The music video for this song appears on the second disc of the Batman and Robin: Special Edition DVD (also on the Batman: The Motion Picture Anthology 1989–1997 DVD boxset 8 disc version), released in October 2005.

==Other versions==
The single contained three other versions of the song, titled as different tracks. "The Guns of Love Disastrous" is an instrumental version based around the tracks' various electronica-inspired elements, while the other instrumental, "The Ethers Tragic", is composed solely of its guitar parts. "The Beginning Is the End Is the Beginning" is a slower, less rock-oriented version with different lyrics for the verses, while the chorus is the same. This version appears on the Batman & Robin soundtrack as well.

"The Beginning Is the End Is the Beginning" was used in a trailer for the 2009 superhero film Watchmen directed by Zack Snyder. Its appearance in that trailer helped the song break into the iTunes Top 100 during the summer of 2008, and the Smashing Pumpkins added this version to their tour roster in August. The band played "The Beginning Is the End Is the Beginning" through the rest of their 2008 tour.

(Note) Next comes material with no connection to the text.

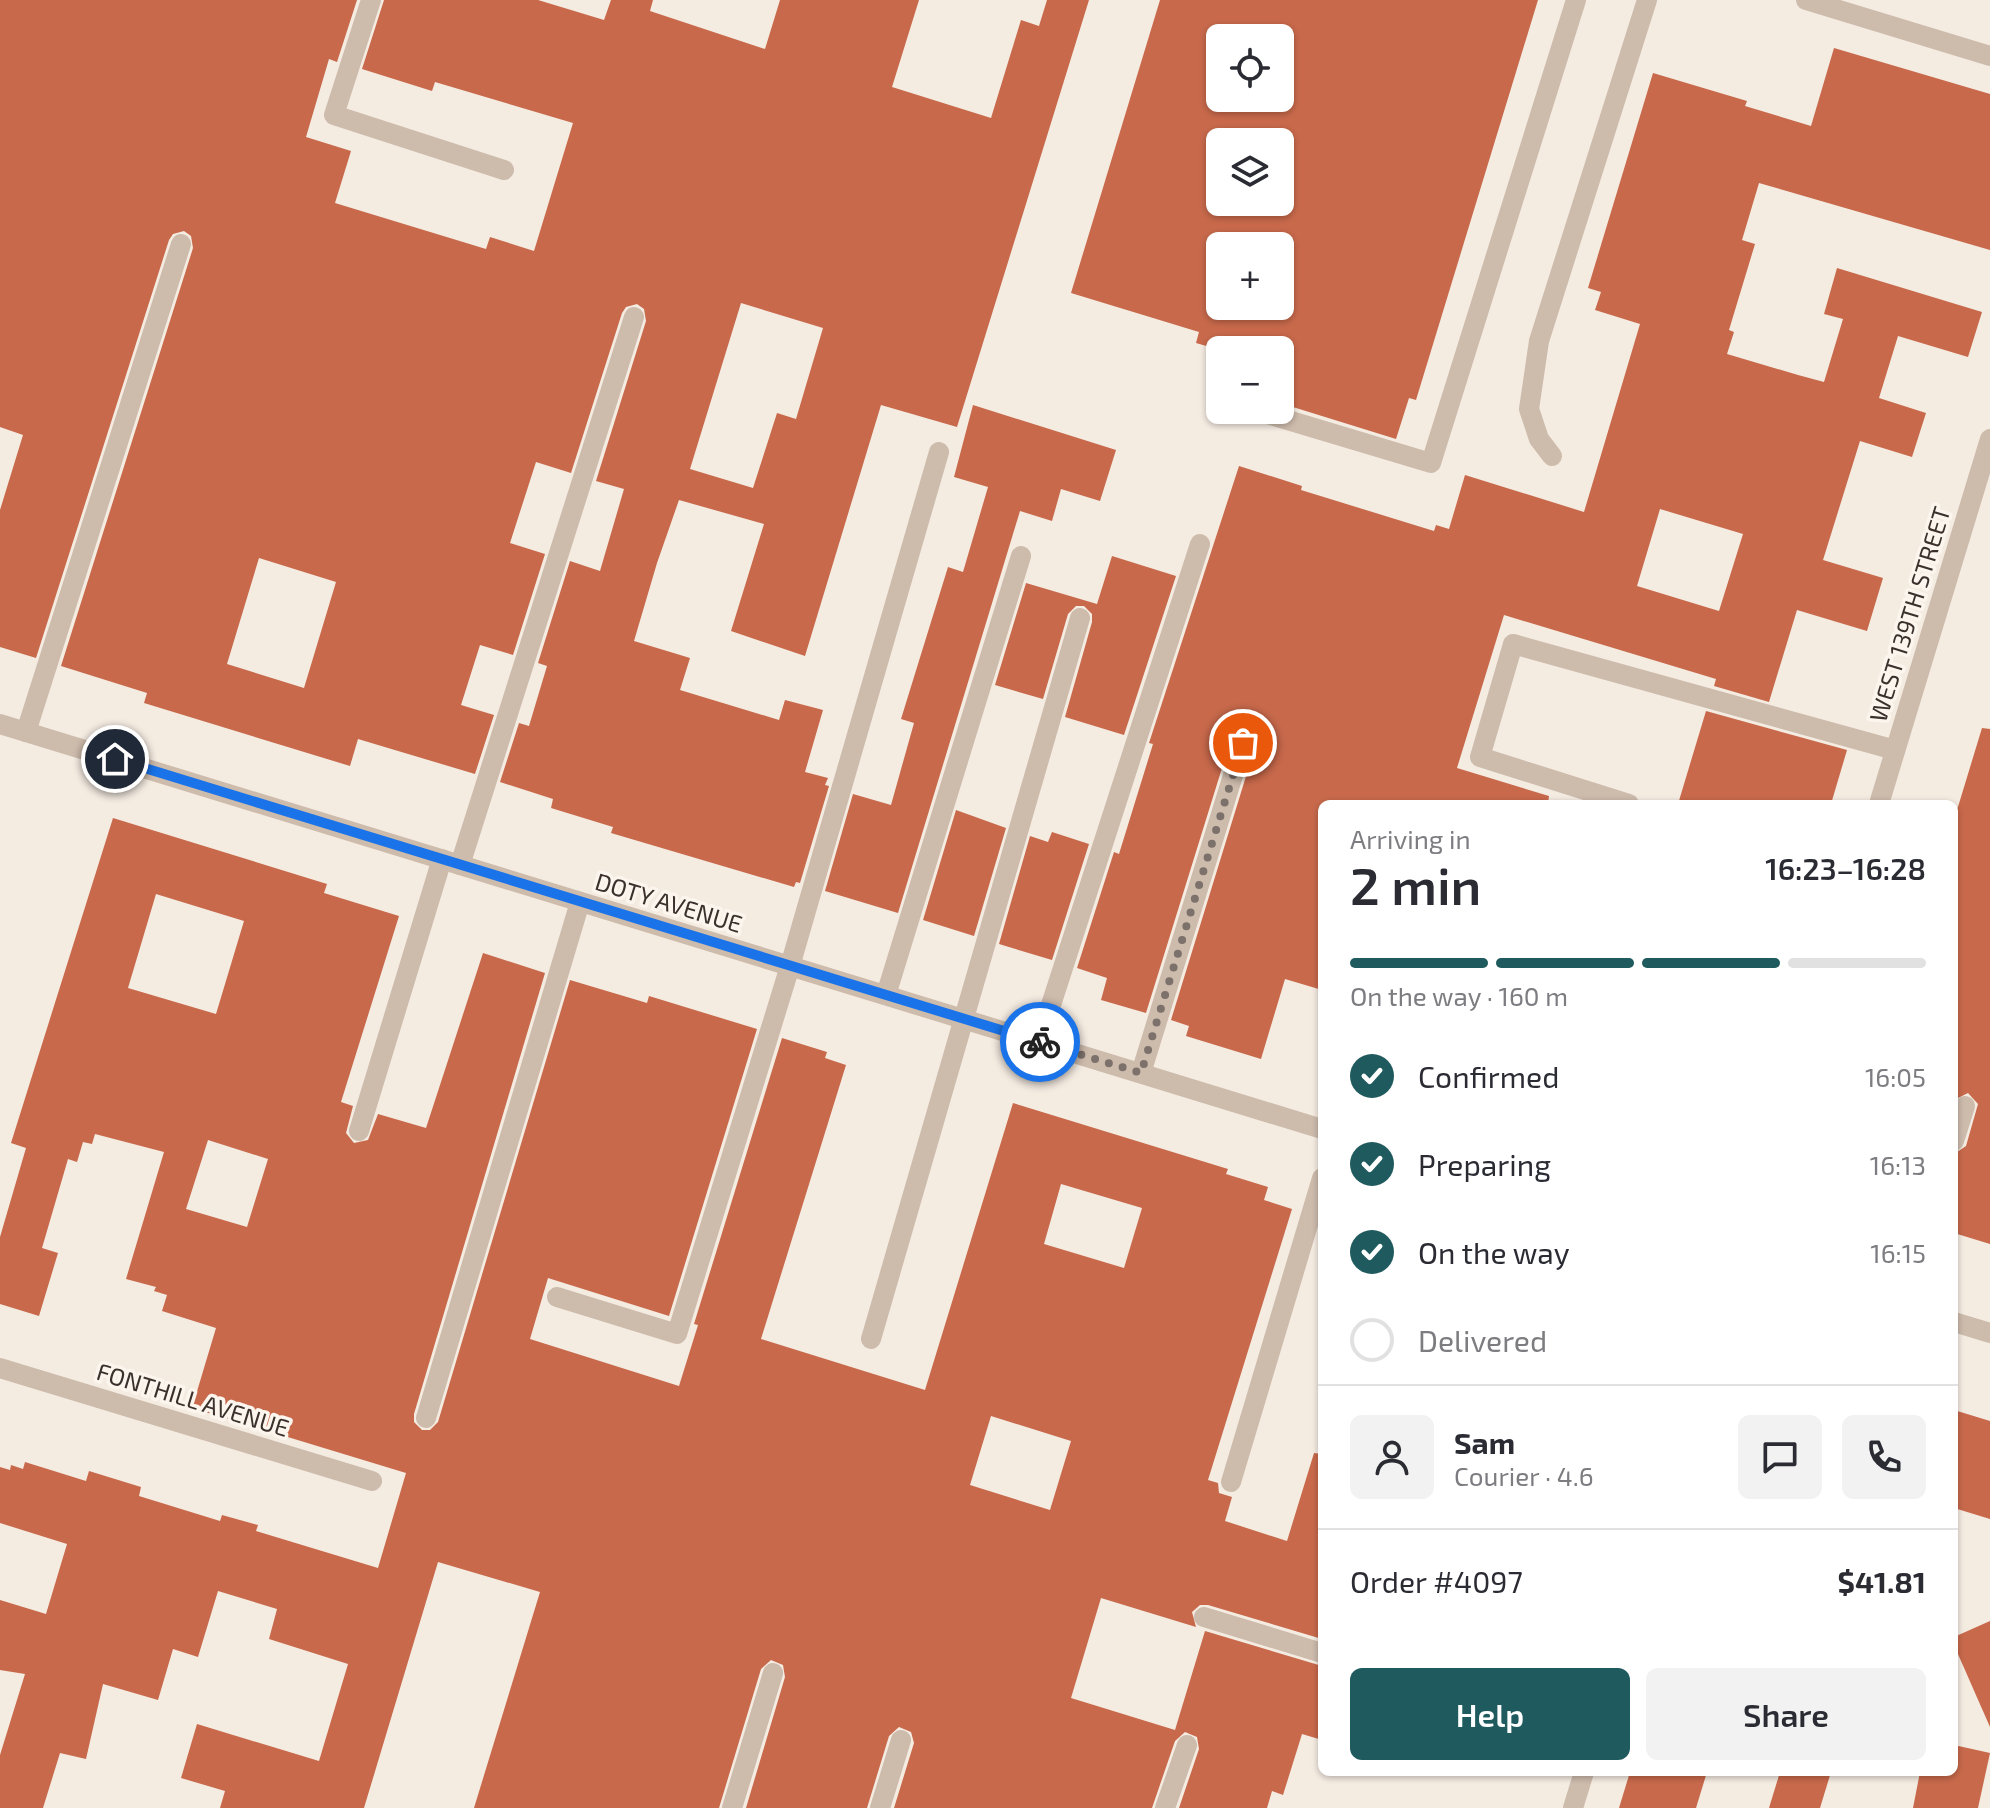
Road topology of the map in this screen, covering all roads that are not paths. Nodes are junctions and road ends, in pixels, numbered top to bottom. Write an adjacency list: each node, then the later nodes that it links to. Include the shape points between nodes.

Prior to its inclusion in the trailer, it was "a version of that song that never seemed to get any notice", but as Corgan ultimately discovered, "[certainly] the massive jump in online sales seems to indicate it might be worth it for us and for the movie". Corgan complimented its use in the trailer, but joked that his fans "seem to be confused when the outside world appreciates our work".

==Track listing==

| No. | Title | Length |
|---|---|---|
| 1. | "The End Is the Beginning Is the End" | 5:09 |
| 2. | "The Beginning Is the End Is the Beginning" | 5:04 |
| 3. | "The Ethers Tragic" | 2:47 |
| 4. | "The Guns of Love Disastrous" | 4:11 |

===The Remixes===

| No. | Title | Length |
|---|---|---|
| 1. | "The End Is the Beginning Is the End" (Stuck in the Middle with Fluke Vox Mix) | 6:44 |
| 2. | "The End Is the Beginning Is the End" (Stuck in the Middle with Fluke Alternative Mix) | 5:39 |
| 3. | "The End Is the Beginning Is the End" (Rabbit in the Moon's Melancholy & the Infinite Madness Mix) | 9:28 |
| 4. | "The End Is the Beginning Is the End" (Hallucination's Gotham Ghetto Beats) | 6:15 |
| 5. | "The End Is the Beginning Is the End" (Rabbit in the Moon's Infinite Radio Edit) | 5:13 |

==Charts==

===Weekly charts===

| Chart (1997) | Peak position |
|---|---|
| Australia (ARIA) | 10 |
| Austria (Ö3 Austria Top 40) | 40 |
| Belgium (Ultratop 50 Flanders) | 37 |
| Canada Top Singles (RPM) | 29 |
| Canada Rock/Alternative (RPM) | 1 |
| Europe (Eurochart Hot 100) | 28 |
| Finland (Suomen virallinen lista) | 7 |
| France (SNEP) | 41 |
| Germany (GfK) | 66 |
| Iceland (Íslenski Listinn Topp 40) | 3 |
| Ireland (IRMA) | 7 |
| Italy (Musica e dischi) | 15 |
| Netherlands (Dutch Top 40 Tipparade) | 7 |
| Netherlands (Single Top 100) | 74 |
| New Zealand (Recorded Music NZ) | 6 |
| Norway (VG-lista) | 5 |
| Scotland Singles (Official Charts) | 9 |
| Spain (AFYVE) | 3 |
| Sweden (Sverigetopplistan) | 19 |
| Switzerland (Schweizer Hitparade) | 37 |
| UK Singles (Official Charts) | 10 |
| UK Rock & Metal (Official Charts) | 1 |
| US Radio Songs (Billboard) | 50 |
| US Alternative Airplay (Billboard) | 4 |
| US Dance Club Songs (Billboard) | 34 |
| US Mainstream Rock (Billboard) | 12 |

===Year-end charts===

| Chart (1997) | Position |
|---|---|
| Australia (ARIA) | 90 |
| Canada Rock/Alternative (RPM) | 14 |
| Iceland (Íslenski Listinn Topp 40) | 17 |
| US Mainstream Rock Tracks (Billboard) | 81 |
| US Modern Rock Tracks (Billboard) | 56 |

==Certifications==

| Region | Certification | Certified units/sales |
| Australia (ARIA) | Gold | 35,000^{^} |
^{^} Shipments figures based on certification alone.

==Release history==

Region: Date; Format(s); Label(s); Ref.
Germany: May 20, 1997; Maxi-CD; Warner Bros.